Jefferies On Patanjali

  • Maintain buy with target price of Rs 2,050.

  • Decent performance in a tough environment.

  • Strong profit growth in oils and robust traction in health and personal care offset weakness in foods.

  • Management outlook is positive for fiscal 2025-26 on topline and margins.

  • Expect scale-up in health and personal care, likely recovery in foods, and improved macroeconomic conditions.

  • Diversification journey to continue, with non-edible oil basket scaling up to approximately 60% of fiscal 2025-26 Ebitda.

Jefferies On Emami

  • Maintain buy with target price of Rs 770.

  • For the second quarter in a row, Emami reported mid-single-digit volume growth.

  • Overall results were ahead of estimates.

  • Wide variation in brand performance continued.

  • Unseasonal rains affected the summer portfolio’s performance.

  • Management remains hopeful on growth ahead and plans to invest in advertising and promotion to drive growth.

Key Takeaways From Macquarie Conference

Shriram Finance

  • Gradual recovery expected; confident of sustaining 3-3.1% return on assets.

  • Net interest margins to recover gradually; conservative loan growth guidance.

  • Rating upgrade could reduce cost of funds by 30-40 basis points.

  • Cost to assets expected to decline over the years.

ICICI Bank

  • Growth expected to see modest recovery.

  • Margins to decline in the near term but recover gradually.

  • Credit costs to normalise around 50 basis points in the medium term.

  • Further room for operating efficiency is visible.

ICICI Lombard

  • Hope for a motor insurance target price hike remains.

  • Growth outlook remains uncertain.

  • Focus on further reducing combined operating ratio despite poor industry discipline.

  • Confident of delivering 18-20% return on equity.

Citi On Endurance Technologies

  • Maintain buy; raise target price to Rs 2,700 from Rs 2,600.

  • Quarter ending March 2025 results above estimates.

  • Strong margins in both India and European Union markets.

  • Stoferle acquisition will boost European Union revenue.

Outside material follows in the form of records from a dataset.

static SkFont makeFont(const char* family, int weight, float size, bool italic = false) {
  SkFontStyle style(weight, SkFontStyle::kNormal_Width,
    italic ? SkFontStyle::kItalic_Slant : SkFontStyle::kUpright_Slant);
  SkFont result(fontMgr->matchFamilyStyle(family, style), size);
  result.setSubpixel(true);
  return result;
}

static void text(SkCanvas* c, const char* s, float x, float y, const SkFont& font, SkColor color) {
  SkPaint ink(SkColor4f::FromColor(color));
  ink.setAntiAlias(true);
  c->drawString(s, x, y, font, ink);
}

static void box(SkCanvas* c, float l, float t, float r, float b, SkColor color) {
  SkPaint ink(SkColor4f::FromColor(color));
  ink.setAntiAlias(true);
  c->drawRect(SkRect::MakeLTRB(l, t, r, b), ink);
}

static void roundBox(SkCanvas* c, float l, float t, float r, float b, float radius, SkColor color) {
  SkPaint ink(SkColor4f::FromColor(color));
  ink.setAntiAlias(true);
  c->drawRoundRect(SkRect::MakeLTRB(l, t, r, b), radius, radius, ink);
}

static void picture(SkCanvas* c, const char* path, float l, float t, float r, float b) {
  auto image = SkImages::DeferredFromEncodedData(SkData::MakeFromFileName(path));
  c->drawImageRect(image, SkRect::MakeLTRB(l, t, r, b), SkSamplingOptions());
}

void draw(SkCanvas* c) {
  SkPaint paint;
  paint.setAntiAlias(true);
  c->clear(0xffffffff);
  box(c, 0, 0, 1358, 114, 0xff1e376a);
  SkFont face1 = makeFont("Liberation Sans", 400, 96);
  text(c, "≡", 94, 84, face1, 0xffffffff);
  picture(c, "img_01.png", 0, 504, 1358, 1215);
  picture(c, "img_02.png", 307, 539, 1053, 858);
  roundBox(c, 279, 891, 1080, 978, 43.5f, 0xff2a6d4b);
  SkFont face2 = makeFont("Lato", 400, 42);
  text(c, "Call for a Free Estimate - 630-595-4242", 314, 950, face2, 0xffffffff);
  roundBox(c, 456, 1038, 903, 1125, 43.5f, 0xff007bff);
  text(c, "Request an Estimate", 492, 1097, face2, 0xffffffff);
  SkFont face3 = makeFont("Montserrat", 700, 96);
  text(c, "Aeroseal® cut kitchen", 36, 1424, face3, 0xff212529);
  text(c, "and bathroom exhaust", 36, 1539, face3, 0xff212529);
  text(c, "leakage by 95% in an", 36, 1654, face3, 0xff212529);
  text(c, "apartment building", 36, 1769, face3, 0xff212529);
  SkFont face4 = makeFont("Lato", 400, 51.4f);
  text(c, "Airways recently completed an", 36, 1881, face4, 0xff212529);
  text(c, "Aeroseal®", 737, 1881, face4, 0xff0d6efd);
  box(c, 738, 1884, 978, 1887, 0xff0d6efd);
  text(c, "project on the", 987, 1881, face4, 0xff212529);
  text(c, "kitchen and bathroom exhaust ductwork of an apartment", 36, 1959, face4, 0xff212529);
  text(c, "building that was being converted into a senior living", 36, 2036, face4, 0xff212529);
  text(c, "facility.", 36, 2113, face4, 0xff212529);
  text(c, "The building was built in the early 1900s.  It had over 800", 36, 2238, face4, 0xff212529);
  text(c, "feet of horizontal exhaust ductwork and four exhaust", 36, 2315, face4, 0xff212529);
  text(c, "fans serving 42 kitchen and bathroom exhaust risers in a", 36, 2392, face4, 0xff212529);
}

  • Most new segments offer strong margin profiles.

  • Endurance Technologies remains the top pick in the Indian auto-parts sector.

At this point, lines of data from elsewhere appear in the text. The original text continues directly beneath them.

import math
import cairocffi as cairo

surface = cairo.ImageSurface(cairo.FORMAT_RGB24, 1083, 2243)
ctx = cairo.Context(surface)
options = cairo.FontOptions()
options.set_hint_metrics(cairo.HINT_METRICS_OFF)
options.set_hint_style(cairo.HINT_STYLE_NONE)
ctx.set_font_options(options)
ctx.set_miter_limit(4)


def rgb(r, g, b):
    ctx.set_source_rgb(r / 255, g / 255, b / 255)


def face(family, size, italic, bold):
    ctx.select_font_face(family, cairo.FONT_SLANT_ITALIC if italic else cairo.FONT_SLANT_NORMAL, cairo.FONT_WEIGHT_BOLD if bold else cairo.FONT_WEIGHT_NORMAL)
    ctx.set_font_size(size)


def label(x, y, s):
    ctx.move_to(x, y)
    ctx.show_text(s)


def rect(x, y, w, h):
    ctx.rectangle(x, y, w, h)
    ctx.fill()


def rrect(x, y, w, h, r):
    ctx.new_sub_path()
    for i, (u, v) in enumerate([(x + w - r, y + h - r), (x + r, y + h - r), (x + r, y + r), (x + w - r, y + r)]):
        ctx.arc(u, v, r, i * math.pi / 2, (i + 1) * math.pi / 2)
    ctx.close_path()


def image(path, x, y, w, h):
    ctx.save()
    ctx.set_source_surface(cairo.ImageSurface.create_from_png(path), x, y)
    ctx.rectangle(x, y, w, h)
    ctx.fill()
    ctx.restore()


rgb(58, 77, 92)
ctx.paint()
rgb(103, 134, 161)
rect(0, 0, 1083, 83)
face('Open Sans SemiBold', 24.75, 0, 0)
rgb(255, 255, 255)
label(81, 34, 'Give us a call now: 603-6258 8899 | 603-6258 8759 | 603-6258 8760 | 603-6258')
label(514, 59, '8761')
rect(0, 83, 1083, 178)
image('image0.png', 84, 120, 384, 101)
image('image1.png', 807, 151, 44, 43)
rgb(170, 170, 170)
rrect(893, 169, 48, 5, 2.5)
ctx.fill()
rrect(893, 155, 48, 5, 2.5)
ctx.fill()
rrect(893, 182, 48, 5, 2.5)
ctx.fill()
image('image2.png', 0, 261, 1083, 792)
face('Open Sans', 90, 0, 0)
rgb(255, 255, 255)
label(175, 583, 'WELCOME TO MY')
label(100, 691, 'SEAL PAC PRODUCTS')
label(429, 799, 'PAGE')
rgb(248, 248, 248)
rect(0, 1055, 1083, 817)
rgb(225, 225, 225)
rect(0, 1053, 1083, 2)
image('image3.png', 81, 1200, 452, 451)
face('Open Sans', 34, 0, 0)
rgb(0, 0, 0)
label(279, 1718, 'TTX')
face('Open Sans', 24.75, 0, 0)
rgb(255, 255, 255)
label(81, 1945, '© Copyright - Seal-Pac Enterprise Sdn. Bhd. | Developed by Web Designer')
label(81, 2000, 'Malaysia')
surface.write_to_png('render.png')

Goldman Sachs On Delhivery

  • Maintain neutral; raise target price to Rs 325 from Rs 290.

  • Quarter ending March 2025 review shows substantial margin improvement; express growth remains tepid.

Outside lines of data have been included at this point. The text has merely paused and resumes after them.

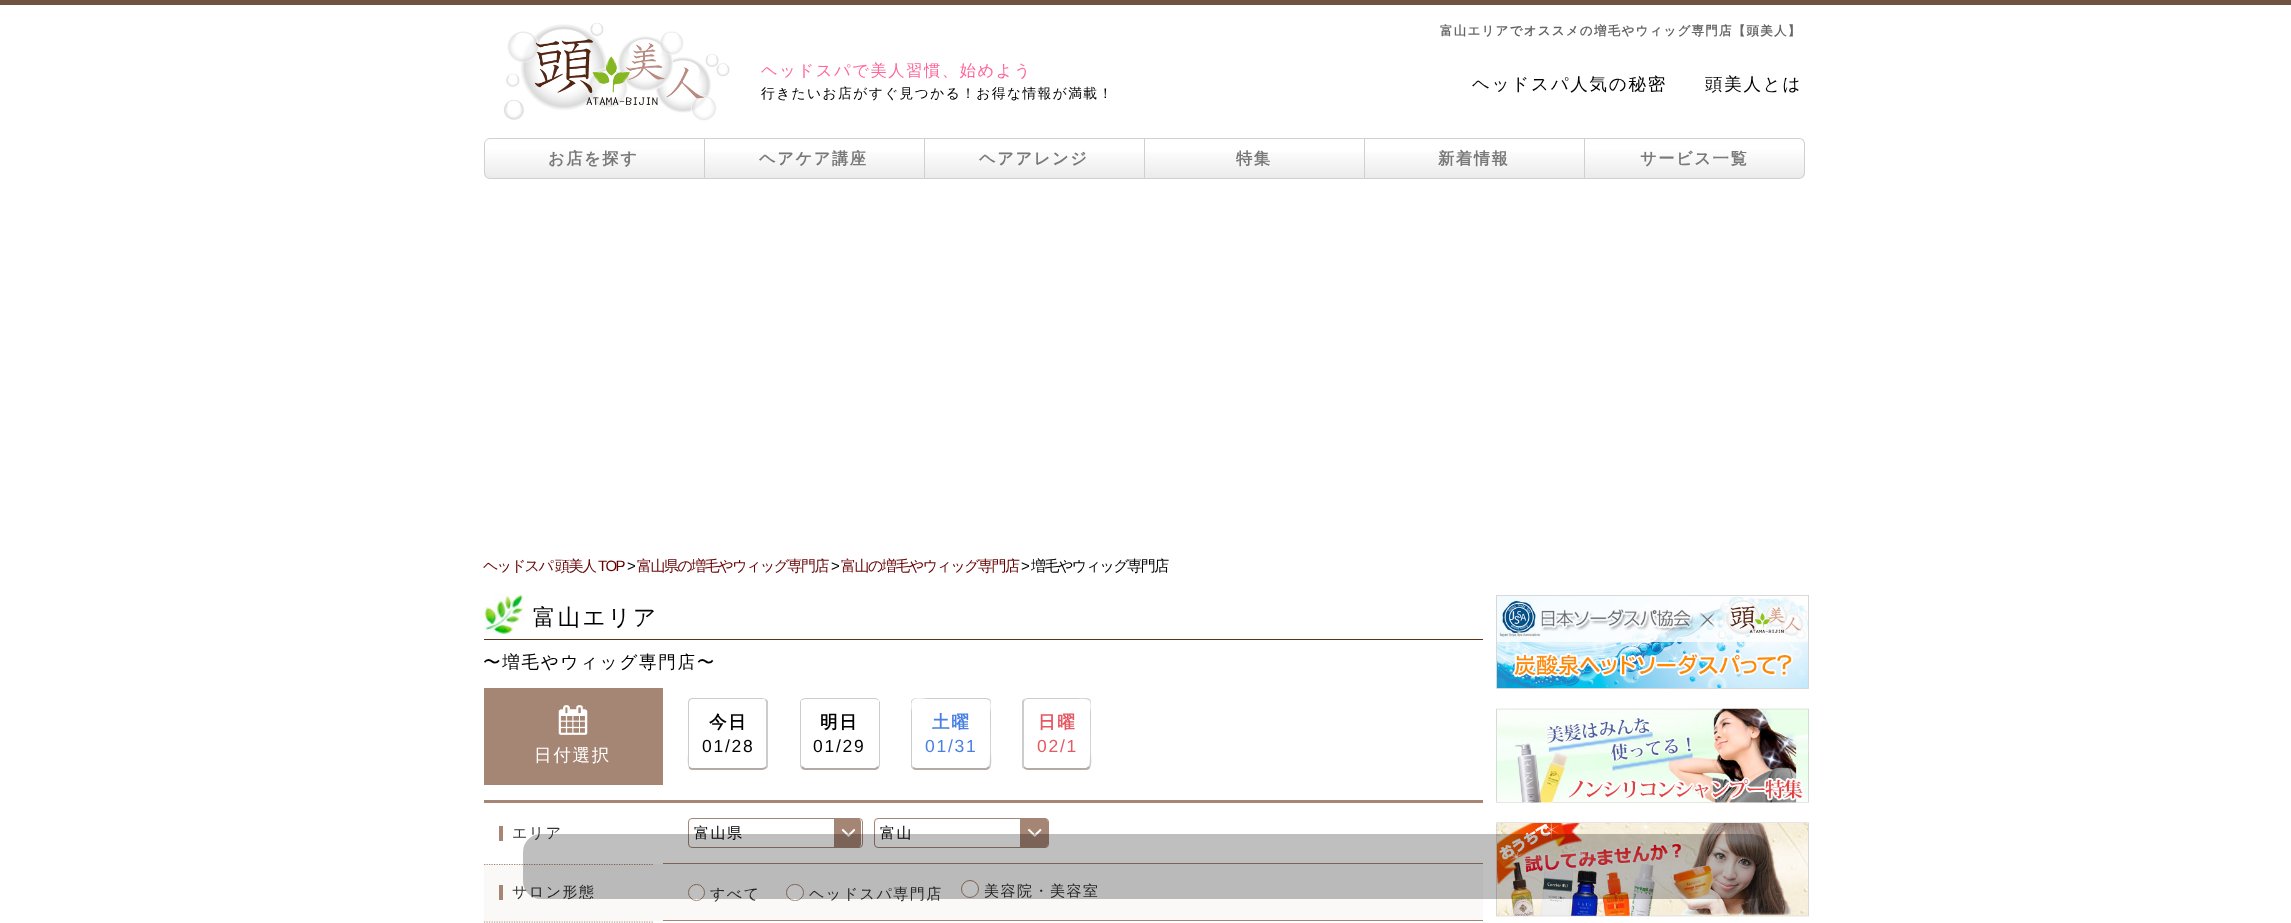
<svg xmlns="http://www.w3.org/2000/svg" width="2291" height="923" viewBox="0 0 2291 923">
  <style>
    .t1 { font: bold 12.5px WenQuanYi Zen Hei; letter-spacing: 1.25px; fill: #666; }
    .t2 { font: 500 16.25px WenQuanYi Zen Hei; letter-spacing: 1.6px; fill: #f69; }
    .t3 { font: 500 13.75px WenQuanYi Zen Hei; letter-spacing: 1.4px; fill: #000; }
    .t4 { font: 500 17.5px WenQuanYi Zen Hei; letter-spacing: 1.75px; fill: #000; }
    .t5 { font: bold 16.25px WenQuanYi Zen Hei; letter-spacing: 1.6px; fill: #797979; }
    .t6 { font: 500 15px WenQuanYi Zen Hei; letter-spacing: -1.5px; fill: #600; }
    .t7 { font: 15px Liberation Sans; letter-spacing: -1.5px; fill: #600; }
    .t8 { font: 15px Liberation Sans; letter-spacing: -1.5px; fill: #000; }
    .t9 { font: 500 15px WenQuanYi Zen Hei; letter-spacing: -1.5px; fill: #000; }
    .t10 { font: 500 22.5px WenQuanYi Zen Hei; letter-spacing: 2.25px; fill: #000; }
    .t11 { font: bold 17.5px WenQuanYi Zen Hei; letter-spacing: 1.75px; fill: #000; }
    .t12 { font: 17.5px Liberation Sans; letter-spacing: 1.75px; fill: #000; }
    .t13 { font: bold 17.5px WenQuanYi Zen Hei; letter-spacing: 1.75px; fill: #4a80e3; }
    .t14 { font: 17.5px Liberation Sans; letter-spacing: 1.75px; fill: #4a80e3; }
    .t15 { font: bold 17.5px WenQuanYi Zen Hei; letter-spacing: 1.75px; fill: #e55963; }
    .t16 { font: 17.5px Liberation Sans; letter-spacing: 1.75px; fill: #e55963; }
    .t17 { font: 500 17.5px WenQuanYi Zen Hei; letter-spacing: 1.75px; fill: #fff; }
    .t18 { font: 500 15px WenQuanYi Zen Hei; letter-spacing: 1.5px; fill: #333; }
    .t19 { font: 500 15px WenQuanYi Zen Hei; letter-spacing: 1.5px; fill: #000; }
  </style>
  <defs>
    <clipPath id="clip1"><path d="M490 138H705V179H490C486.5 179 484 176.5 484 173V144C484 140.5 486.5 138 490 138Z"/></clipPath>
    <linearGradient id="g1" gradientUnits="userSpaceOnUse" x1="594" y1="139" x2="594" y2="178"><stop offset="0.23" stop-color="#fff"/><stop offset="1" stop-color="#ebebeb"/></linearGradient>
    <linearGradient id="g2" gradientUnits="userSpaceOnUse" x1="814" y1="139" x2="814" y2="178"><stop offset="0.23" stop-color="#fff"/><stop offset="1" stop-color="#ebebeb"/></linearGradient>
    <linearGradient id="g3" gradientUnits="userSpaceOnUse" x1="1034" y1="139" x2="1034" y2="178"><stop offset="0.23" stop-color="#fff"/><stop offset="1" stop-color="#ebebeb"/></linearGradient>
    <linearGradient id="g4" gradientUnits="userSpaceOnUse" x1="1254" y1="139" x2="1254" y2="178"><stop offset="0.23" stop-color="#fff"/><stop offset="1" stop-color="#ebebeb"/></linearGradient>
    <linearGradient id="g5" gradientUnits="userSpaceOnUse" x1="1474" y1="139" x2="1474" y2="178"><stop offset="0.23" stop-color="#fff"/><stop offset="1" stop-color="#ebebeb"/></linearGradient>
    <clipPath id="clip2"><path d="M1585 138H1799C1802.5 138 1805 140.5 1805 144V173C1805 176.5 1802.5 179 1799 179H1585Z"/></clipPath>
    <linearGradient id="g6" gradientUnits="userSpaceOnUse" x1="1694" y1="139" x2="1694" y2="178"><stop offset="0.23" stop-color="#fff"/><stop offset="1" stop-color="#ebebeb"/></linearGradient>
  </defs>
  <rect width="100%" height="100%" fill="#fff"/>
  <rect x="0" y="0" width="2291" height="5" fill="#715344"/>
  <image x="503" y="23" width="227" height="98" href="images/1.png"/>
  <text x="1440" y="35" class="t1">富山エリアでオススメの増毛やウィッグ専門店【頭美人】</text>
  <text x="761" y="76" class="t2">ヘッドスパで美人習慣、始めよう</text>
  <text x="761" y="98" class="t3">行きたいお店がすぐ見つかる！お得な情報が満載！</text>
  <text x="1472" y="90" class="t4">ヘッドスパ人気の秘密</text>
  <text x="1705" y="90" class="t4">頭美人とは</text>
  <g clip-path="url(#clip1)">
    <rect x="484" y="139" width="220" height="39" fill="url(#g1)"/>
  </g>
  <path d="M490 138.5H704.5V178.5H490C487 178.5 484.5 176 484.5 173V144C484.5 141 487 138.5 490 138.5Z" fill="none" stroke="#d0d0d0"/>
  <text x="548" y="164" class="t5">お店を探す</text>
  <rect x="705" y="152" width="219" height="26" fill="url(#g2)"/>
  <rect x="705" y="138" width="880" height="1" fill="#d0d0d0"/>
  <rect x="924" y="138" width="1" height="41" fill="#d0d0d0"/>
  <rect x="705" y="178" width="220" height="1" fill="#d0d0d0"/>
  <text x="759" y="164" class="t5">ヘアケア講座</text>
  <rect x="925" y="152" width="219" height="26" fill="url(#g3)"/>
  <rect x="1144" y="138" width="1" height="41" fill="#d0d0d0"/>
  <rect x="925" y="178" width="220" height="1" fill="#d0d0d0"/>
  <text x="979" y="164" class="t5">ヘアアレンジ</text>
  <rect x="1145" y="152" width="219" height="26" fill="url(#g4)"/>
  <rect x="1364" y="138" width="1" height="41" fill="#d0d0d0"/>
  <rect x="1145" y="178" width="220" height="1" fill="#d0d0d0"/>
  <text x="1236" y="164" class="t5">特集</text>
  <rect x="1365" y="152" width="219" height="26" fill="url(#g5)"/>
  <rect x="1584" y="138" width="1" height="41" fill="#d0d0d0"/>
  <rect x="1365" y="178" width="220" height="1" fill="#d0d0d0"/>
  <text x="1438" y="164" class="t5">新着情報</text>
  <g clip-path="url(#clip2)">
    <rect x="1585" y="139" width="220" height="39" fill="url(#g6)"/>
  </g>
  <path d="M1585 138H1799C1802 138 1805 140 1805 144V172C1805 176 1802 179 1799 179H1585ZM1585 139H1799C1802 139 1804 141 1804 144V172C1804 175 1802 178 1799 178H1585Z" fill="#d0d0d0" fill-rule="evenodd"/>
  <text x="1640" y="164" class="t5">サービス一覧</text>
  <text x="483" y="571" class="t6">ヘッドスパ</text>
  <text x="555" y="571" class="t6">頭美人</text>
  <text x="598" y="571" class="t7">TOP</text>
  <text x="627" y="571" class="t8">&gt;</text>
  <text x="637" y="571" class="t6">富山県の増毛やウィッグ専門店</text>
  <text x="831" y="571" class="t8">&gt;</text>
  <text x="841" y="571" class="t6">富山の増毛やウィッグ専門店</text>
  <text x="1021" y="571" class="t8">&gt;</text>
  <text x="1031" y="571" class="t9">増毛やウィッグ専門店</text>
  <rect x="484" y="639" width="999" height="1" fill="#5e311a"/>
  <image x="484" y="594" width="40" height="40" href="images/2.png"/>
  <text x="533" y="625" class="t10">富山エリア</text>
  <text x="483" y="668" class="t4">〜増毛やウィッグ専門店〜</text>
  <path d="M692 698L689 699L690 700L692 699H762C764 699 765 699 765 700L766 699L762 698Z" fill="#ccc"/>
  <path d="M768 767L767 768L766 766V702L765 700L766 699L768 701Z" fill="#ccc"/>
  <path d="M692 770H762C764 770 765 769 767 768L766 766C765 767 764 768 762 768H692C691 768 690 767 689 766V768C689 769 691 770 692 770Z" fill="#b2aba7"/>
  <path d="M689 699L688 702V754C688 755 687 764 689 768V766V702L690 700Z" fill="#ccc"/>
  <text x="709" y="728" class="t11">今日</text>
  <text x="702" y="752" class="t12">01/28</text>
  <path d="M805 698L802 699V700L805 699H875L878 700V699L875 698Z" fill="#ccc"/>
  <path d="M880 765V702L878 699V700L879 701V765L878 766L879 768Z" fill="#ccc"/>
  <path d="M805 770H876L879 768L878 766L875 768H805L802 766L801 768C802 769 803 770 805 770Z" fill="#b2aba7"/>
  <path d="M800 702V765C800 766 800 767 801 768L802 766L801 765V701L802 700V699C801 700 800 701 800 702Z" fill="#ccc"/>
  <text x="820" y="728" class="t11">明日</text>
  <text x="813" y="752" class="t12">01/29</text>
  <path d="M916 698L913 699V700C918 697 923 699 928 699H986L989 700L990 699L986 698Z" fill="#ccc"/>
  <path d="M990 768C992 765 991 755 991 754V702L990 699L989 700C992 702 990 712 990 712C990 719 991 764 989 766Z" fill="#ccc"/>
  <path d="M916 770H987L990 768L989 766L986 768H916L913 767L912 768C913 769 914 770 916 770Z" fill="#b2aba7"/>
  <path d="M911 701L913 699V700C910 702 912 710 912 712V765L913 767L912 768L911 767Z" fill="#ccc"/>
  <text x="932" y="728" class="t13">土曜</text>
  <text x="925" y="752" class="t14">01/31</text>
  <path d="M1028 698L1024 699L1025 700L1027 699H1076C1077 699 1086 698 1089 700L1090 699L1086 698Z" fill="#ccc"/>
  <path d="M1090 768C1092 765 1091 755 1091 754V702L1090 699L1089 700C1092 702 1090 712 1090 712C1090 719 1091 764 1089 766Z" fill="#ccc"/>
  <path d="M1028 770H1086C1088 770 1089 769 1090 768L1089 766L1086 768H1027C1026 768 1025 767 1024 766L1023 768C1025 769 1026 770 1028 770Z" fill="#b2aba7"/>
  <path d="M1022 701L1024 699L1025 700L1024 702V766L1023 768L1022 767Z" fill="#ccc"/>
  <text x="1038" y="728" class="t15">日曜</text>
  <text x="1037" y="752" class="t16">02/1</text>
  <rect x="484" y="688" width="179" height="97" fill="#a58574"/>
  <image x="558" y="705" width="30" height="30" href="images/3.png"/>
  <text x="534" y="761" class="t17">日付選択</text>
  <rect x="484" y="800" width="999" height="3" fill="#a58574"/>
  <rect x="499" y="826" width="4" height="15" fill="#a58574"/>
  <text x="512" y="838" class="t18">エリア</text>
  <rect x="484" y="864" width="179" height="57" fill="#faf9f8"/>
  <path d="M484 864.5H654" fill="none" stroke="#a58574" stroke-width="1.2" stroke-dasharray="1.25 1.25"/>
  <path d="M834 818H857C859 818 861 820 861 822V844C861 846 859 848 857 848H834Z" fill="#a58574"/>
  <image x="841" y="828" width="14" height="9" href="images/4.png"/>
  <rect x="688.5" y="818.5" width="174" height="29" rx="3.5" fill="none" stroke="#a58574"/>
  <text x="694" y="838" class="t19">富山県</text>
  <path d="M1020 818H1044C1046 818 1048 820 1048 822V844C1048 846 1046 848 1044 848H1020Z" fill="#a58574"/>
  <image x="1027" y="828" width="15" height="9" href="images/5.png"/>
  <rect x="874.5" y="818.5" width="174" height="29" rx="3.5" fill="none" stroke="#a58574"/>
  <text x="880" y="838" class="t19">富山</text>
  <rect x="499" y="885" width="4" height="15" fill="#a58574"/>
  <text x="512" y="897" class="t18">サロン形態</text>
  <path d="M484 922H654" fill="none" stroke="#a58574" stroke-width="1.2" stroke-dasharray="1.25 1.25"/>
  <rect x="663" y="864" width="820" height="56" fill="#faf9f8"/>
  <rect x="663" y="863" width="820" height="1" fill="#a58574"/>
  <circle cx="696.5" cy="892.5" r="8" fill="#fff" stroke="#a58574"/>
  <text x="710" y="899" class="t18">すべて</text>
  <rect x="786.5" y="884.5" width="17" height="16" rx="8" fill="#fff" stroke="#a58574"/>
  <text x="809" y="899" class="t18">ヘッドスパ専門店</text>
  <circle cx="970" cy="889" r="8.5" fill="#fff" stroke="#a58574"/>
  <text x="984" y="896" class="t18">美容院・美容室</text>
  <rect x="663" y="920" width="820" height="1" fill="#a58574"/>
  <image x="1496" y="822" width="313" height="95" href="images/8.png"/>
  <rect x="523" y="834" width="1246" height="65" rx="18" fill="#00000040"/>
  <image x="1496" y="595" width="313" height="94" href="images/6.png"/>
  <image x="1496" y="708" width="313" height="95" href="images/7.png"/>
</svg>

  • Parcel and logistics business continues to grow well; margin improvement in this segment was positive.

  • Sustaining margins over the next few quarters will be critical for the stock.

On Divi’s Laboratories

Morgan Stanley

  • Maintain overweight with target price of Rs 7,185.

  • Gross margin expansion drove the beat.

  • Stable raw material prices and product mix supported margin expansion.

  • Company reiterated its double-digit revenue guidance.

  • Management sees high revenue opportunities ahead and plans to incur capital expenditure of Rs 1,400 crore in fiscal 2025-26.

Jefferies

  • Maintain hold; cut target price to Rs 6,200 from Rs 6,280.

  • Quarter ending March 2025 numbers were in line with estimates with largely balanced growth across segments.

  • Divi’s currently has several projects at different stages of development.

  • Does not target the generic Semaglutide opportunity as it intends to focus on working with innovators.

  • Maintain hold rating due to near-term patent challenges and high valuation.

DAM Capital On Mahanagar Gas

  • Initiate buy with target price of Rs 1,543.

  • Expect volatility to soften going forward due to APM allocation.

  • Anticipate some favourable policy from the High Court regarding curbing the use of petrol/diesel in goods vehicles.

  • This is likely to be the key demand driver for MGL going forward.

  • Expect total volume growth of 6.7% per annum in fiscal 2024-25 to 2026-27.

  • Expect margins to be at the lower range of guidance of Rs 9-11 per standard cubic meter.

  • Prefer Indraprastha Gas over MGL due to better margin recovery and de-risked business model.